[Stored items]

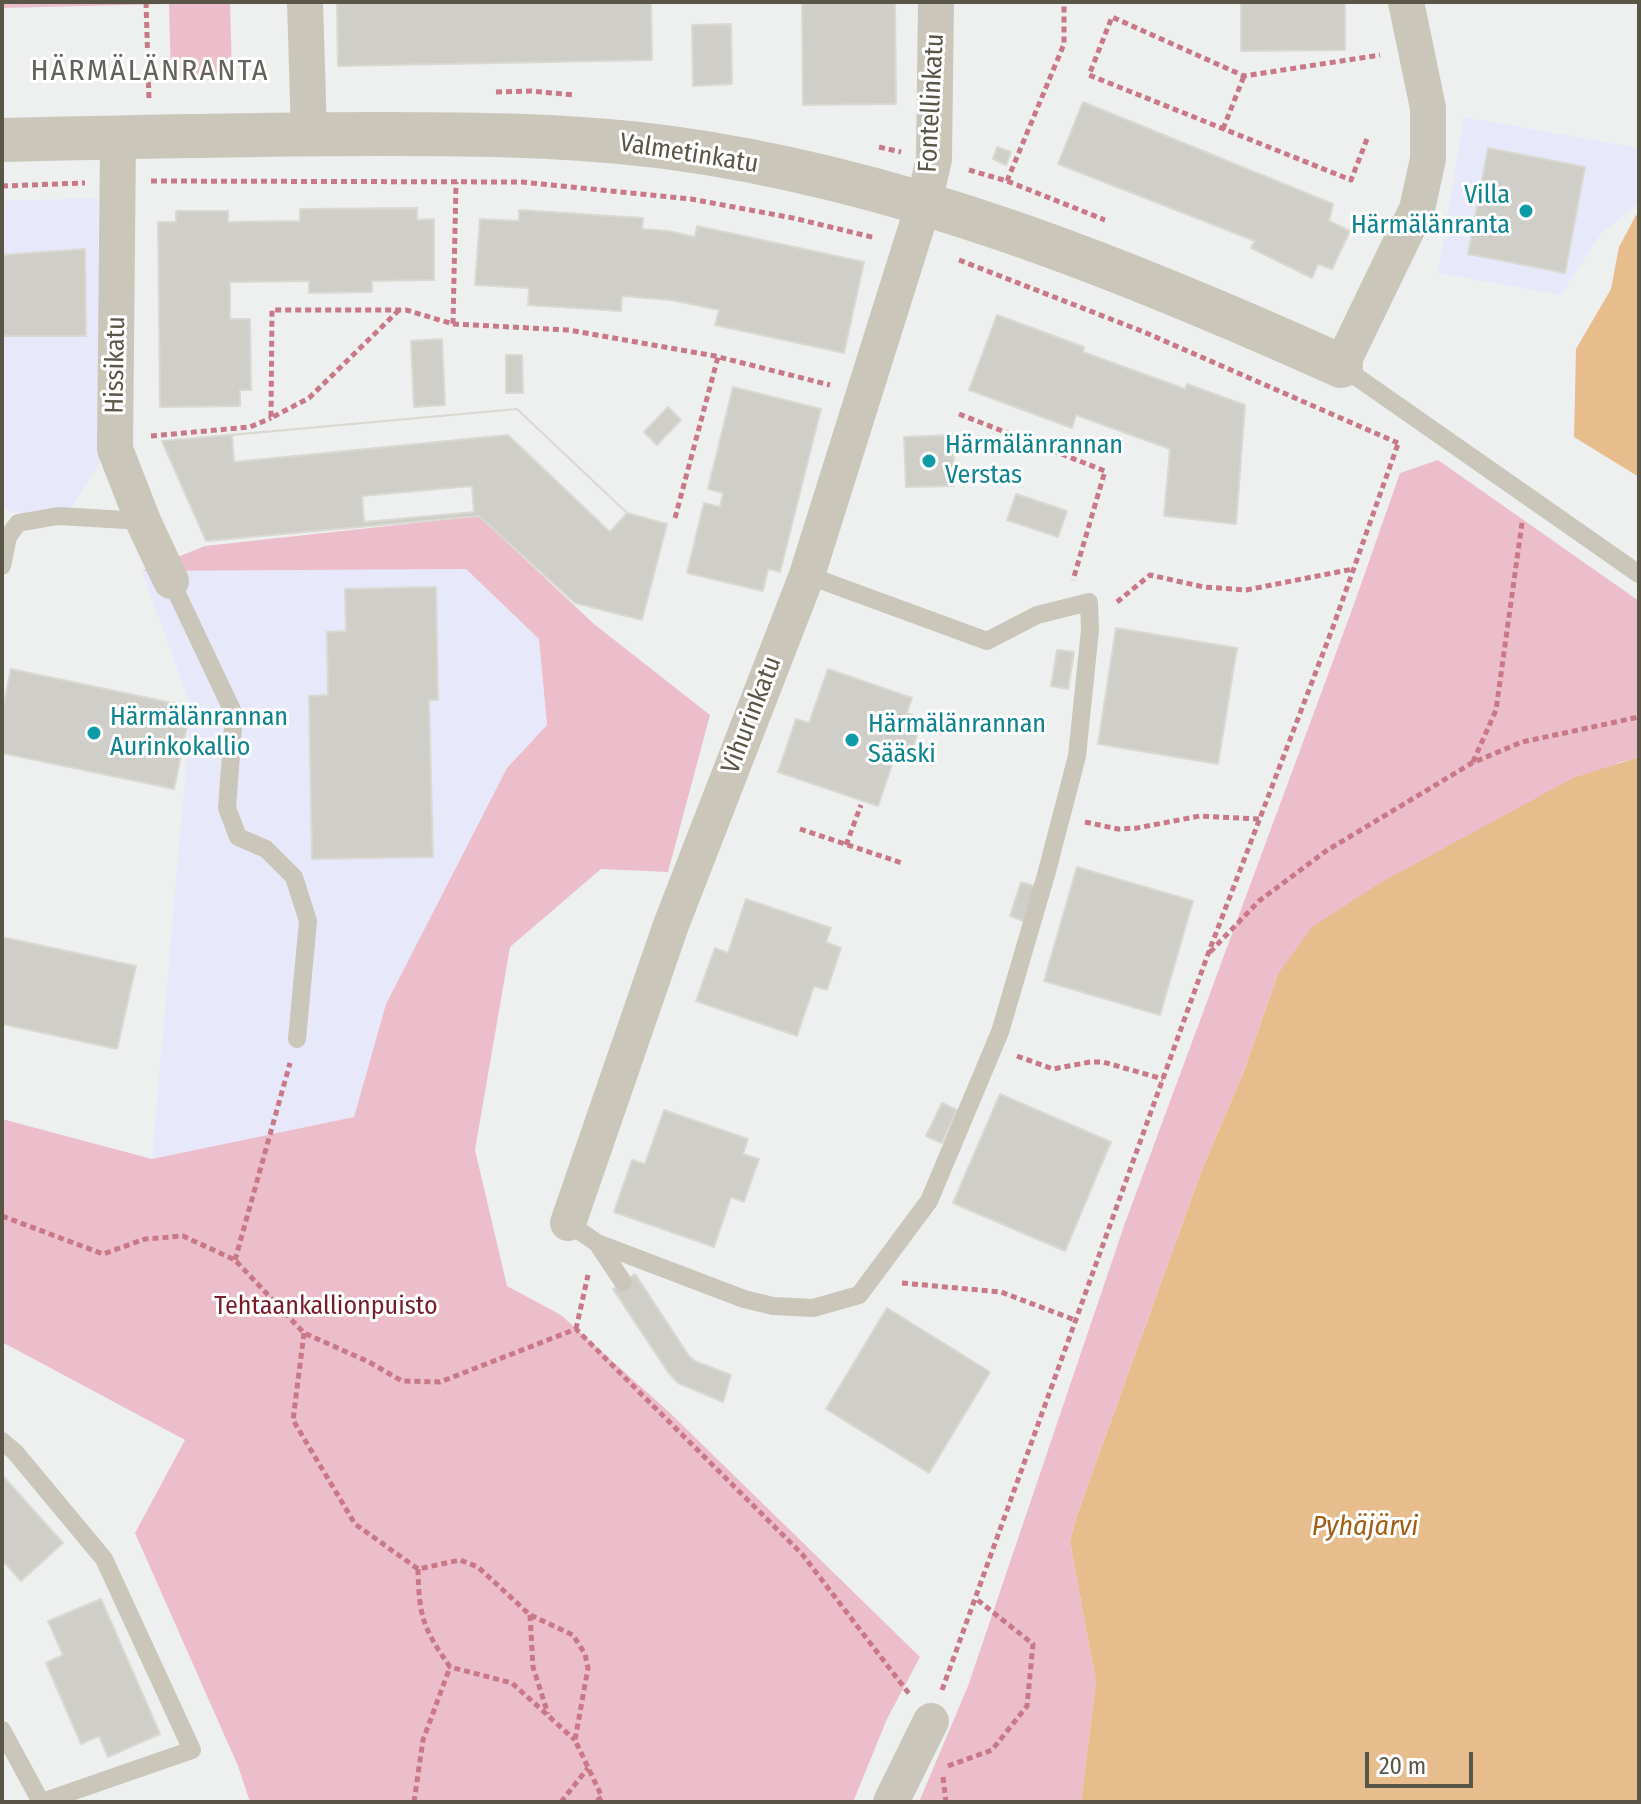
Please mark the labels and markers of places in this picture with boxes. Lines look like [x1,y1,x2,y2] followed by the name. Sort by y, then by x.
[1351,180,1510,242] place label: Villa Härmälänranta
[1517,202,1535,220] marker: Villa Härmälänranta
[945,430,1123,492] place label: Härmälänrannan Verstas
[920,452,938,470] marker: Härmälänrannan Verstas
[110,702,288,764] place label: Härmälänrannan Aurinkokallio
[868,709,1046,770] place label: Härmälänrannan Sääski
[85,724,103,742] marker: Härmälänrannan Aurinkokallio
[843,731,861,749] marker: Härmälänrannan Sääski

* [TASK INSTRUCTIONS]:
Repeat every record above exactly. Omit the pictures.

* [REPLY]:
Please mark the labels and markers of places in this picture with boxes. Lines look like [x1,y1,x2,y2] followed by the name. Sort by y, then by x.
[1351,180,1510,242] place label: Villa Härmälänranta
[1517,202,1535,220] marker: Villa Härmälänranta
[945,430,1123,492] place label: Härmälänrannan Verstas
[920,452,938,470] marker: Härmälänrannan Verstas
[110,702,288,764] place label: Härmälänrannan Aurinkokallio
[868,709,1046,770] place label: Härmälänrannan Sääski
[85,724,103,742] marker: Härmälänrannan Aurinkokallio
[843,731,861,749] marker: Härmälänrannan Sääski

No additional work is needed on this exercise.